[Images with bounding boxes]
•••••

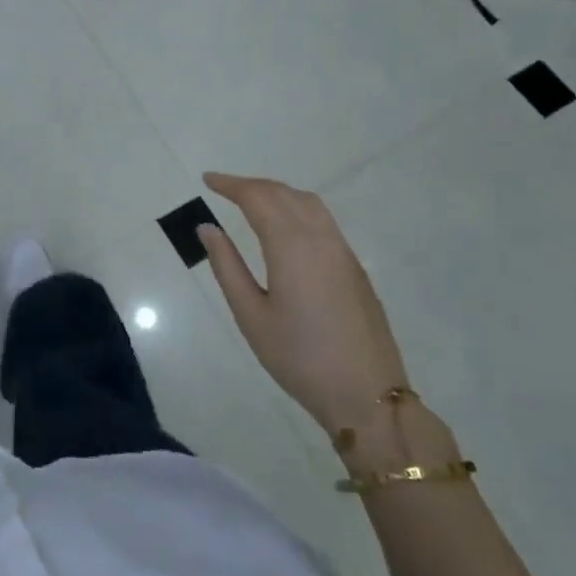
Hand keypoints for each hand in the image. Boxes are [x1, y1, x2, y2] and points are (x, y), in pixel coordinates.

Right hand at [199, 172, 408, 437]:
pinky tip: (285, 227)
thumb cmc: (300, 358)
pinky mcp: (355, 267)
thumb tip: (207, 228)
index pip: (257, 198)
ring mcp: (343, 251)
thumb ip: (227, 266)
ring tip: (252, 201)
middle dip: (252, 185)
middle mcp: (320, 238)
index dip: (231, 184)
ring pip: (308, 203)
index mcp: (291, 246)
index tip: (208, 179)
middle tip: (223, 188)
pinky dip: (297, 208)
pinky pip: (323, 220)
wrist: (368, 396)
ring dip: (278, 193)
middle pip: (284, 194)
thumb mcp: (251, 315)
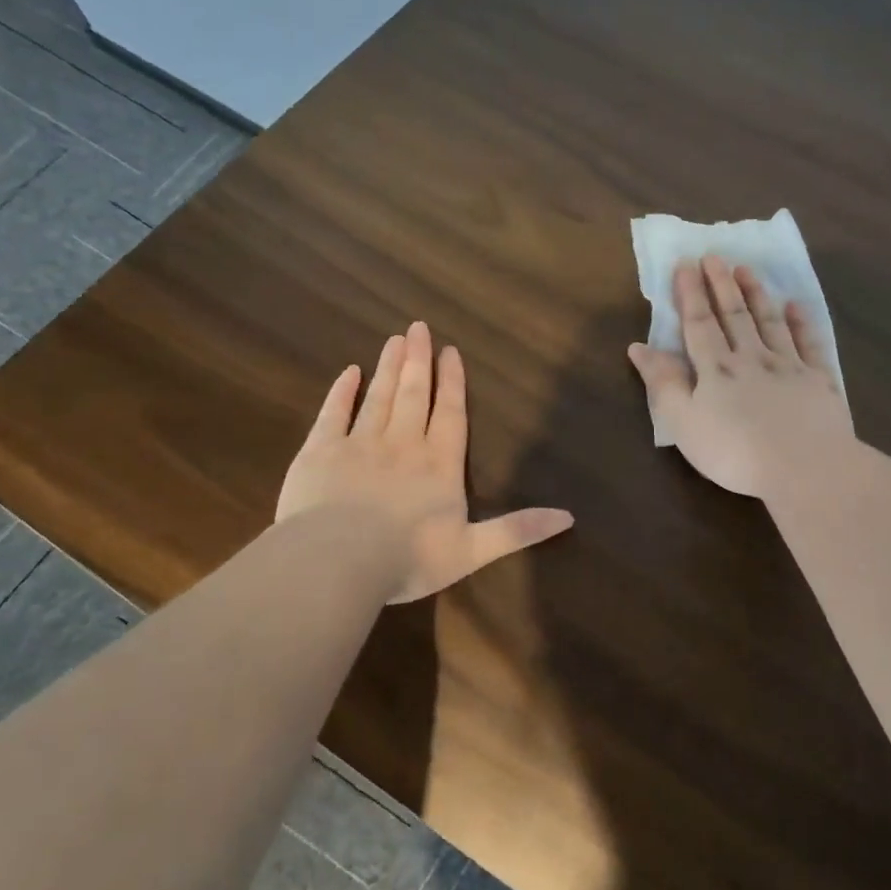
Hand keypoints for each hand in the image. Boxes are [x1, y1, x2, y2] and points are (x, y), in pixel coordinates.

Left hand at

•••••

**WHAT YOU WILL DO:**
From the line with "ring dip: (278, 193)" to the final line of the entries above, reproduce each line exactly and nothing else; the pictures stay out.

**THE COMPLETED TASK:**
ring dip: (278, 193)
middle pip: (284, 194)
thumb mcp: (251, 315)
Hand keypoints for each hand in the image. Boxes are [x1, y1, x2, y2] and points are (x, y), in pixel coordinates.

Left hand at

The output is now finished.